Записано в Живом Журнале 18 февраля 2011 года.

Но вот сегодня читала – по службе, в рукописи – новый роман молодой писательницы Ирины Богатырёвой. И там с понятным волнением и припоминанием прочла те же самые слова Пастернака.

Сцена в романе была эмоциональная, но не ключевая. Персонажи – как и у Друагунской, два подростка из выпускного класса – оказались наедине в родительской хате. Новый год. Должна случиться близость. Героиня это понимает, но всё в ней – и прежде всего нежелание ступить в колею взрослого, пугающего и заранее утомляющего мира – сопротивляется этому шагу. И чтобы заговорить молодого человека, дать ему миг одуматься, остыть, она начинает перебирать наугад их общие темы, пока не утыкается беспомощно в выпуск, в литературу, в Живаго, хочешь почитаю? И он смиряется, откидывается на одеяло, остывает и даже мерзнет чуть, закутывается и то ли правда слушать, то ли уснуть готов.

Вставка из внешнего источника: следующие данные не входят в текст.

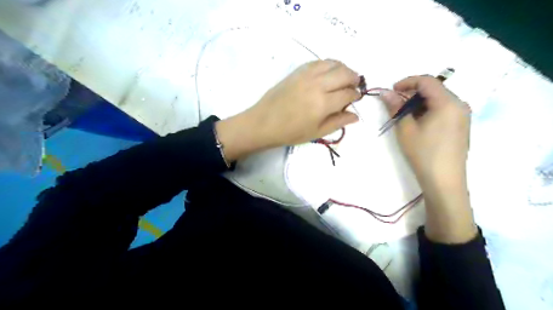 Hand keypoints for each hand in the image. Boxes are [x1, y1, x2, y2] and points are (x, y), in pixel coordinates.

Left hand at [214, 59, 360, 161]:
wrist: (264, 123)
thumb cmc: (290, 132)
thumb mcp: (317, 132)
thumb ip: (338, 122)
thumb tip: (356, 116)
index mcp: (323, 103)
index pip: (348, 94)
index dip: (355, 95)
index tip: (356, 98)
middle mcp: (318, 85)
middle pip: (345, 73)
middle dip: (354, 79)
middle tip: (354, 86)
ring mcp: (307, 75)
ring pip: (333, 63)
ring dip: (343, 69)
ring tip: (343, 78)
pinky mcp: (298, 71)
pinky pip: (319, 61)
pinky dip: (328, 64)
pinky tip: (328, 73)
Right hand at [380, 75, 474, 244]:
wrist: (444, 181)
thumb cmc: (423, 153)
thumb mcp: (405, 129)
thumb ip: (395, 107)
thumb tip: (385, 92)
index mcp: (448, 102)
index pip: (427, 81)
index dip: (407, 82)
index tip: (391, 91)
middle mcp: (460, 104)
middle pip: (434, 89)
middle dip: (412, 93)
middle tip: (395, 105)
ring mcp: (463, 116)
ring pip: (438, 99)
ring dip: (419, 103)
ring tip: (404, 116)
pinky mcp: (461, 126)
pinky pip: (443, 110)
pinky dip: (428, 110)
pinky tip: (418, 123) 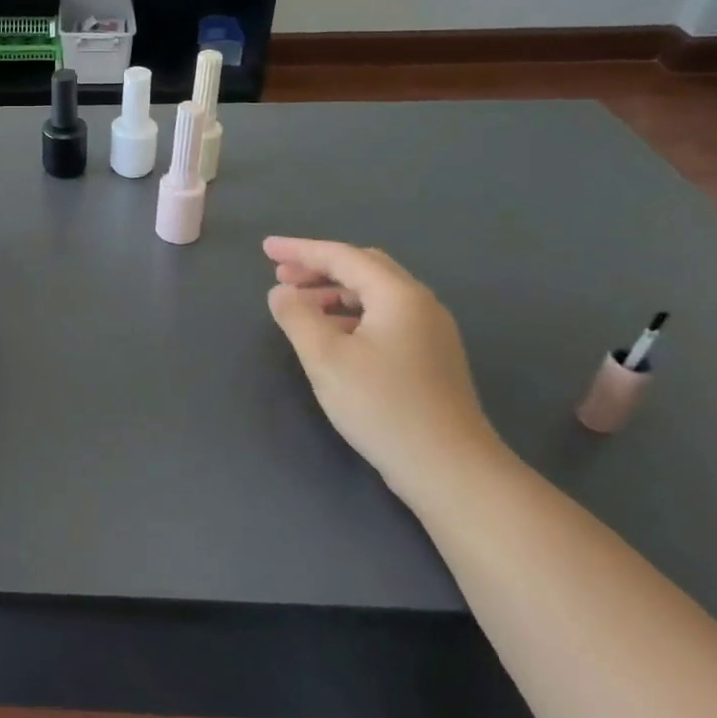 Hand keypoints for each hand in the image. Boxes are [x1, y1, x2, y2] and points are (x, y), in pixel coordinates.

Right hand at [264, 238, 510, 504]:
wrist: (451, 469)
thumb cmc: (383, 406)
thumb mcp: (325, 358)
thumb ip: (297, 316)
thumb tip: (281, 292)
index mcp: (398, 295)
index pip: (342, 256)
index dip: (300, 250)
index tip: (265, 248)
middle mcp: (419, 304)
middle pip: (363, 268)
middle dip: (318, 267)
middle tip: (280, 275)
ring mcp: (430, 331)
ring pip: (374, 294)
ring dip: (333, 292)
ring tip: (299, 306)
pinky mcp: (430, 357)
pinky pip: (383, 317)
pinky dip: (350, 314)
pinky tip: (330, 334)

«– Мело, мело по всей земле, во все пределы. Свеча горела на столе, свеча горела, – читала я, а за окном и правда как будто бы начиналась пурга, и морозно свистало в щелях оконных рам. Голые ветки тополя скреблись в стекло. Чернота и ночь стояли за окном. Глаза Вальки блестели из-под одеяла уже смутно, он уплывал в сон, и я аккуратно, бережно снаряжала его в это плаванье, собирая – вот этот огонь, стихи, мой голос, запах оплавившегося парафина, шелест ветра в рамах окна, тополь. Всё, что не стыдно взять с собой и сохранить в памяти – от конца ли света, от взросления ли, от всех ужасов, пошлости, невзгод будущей жизни».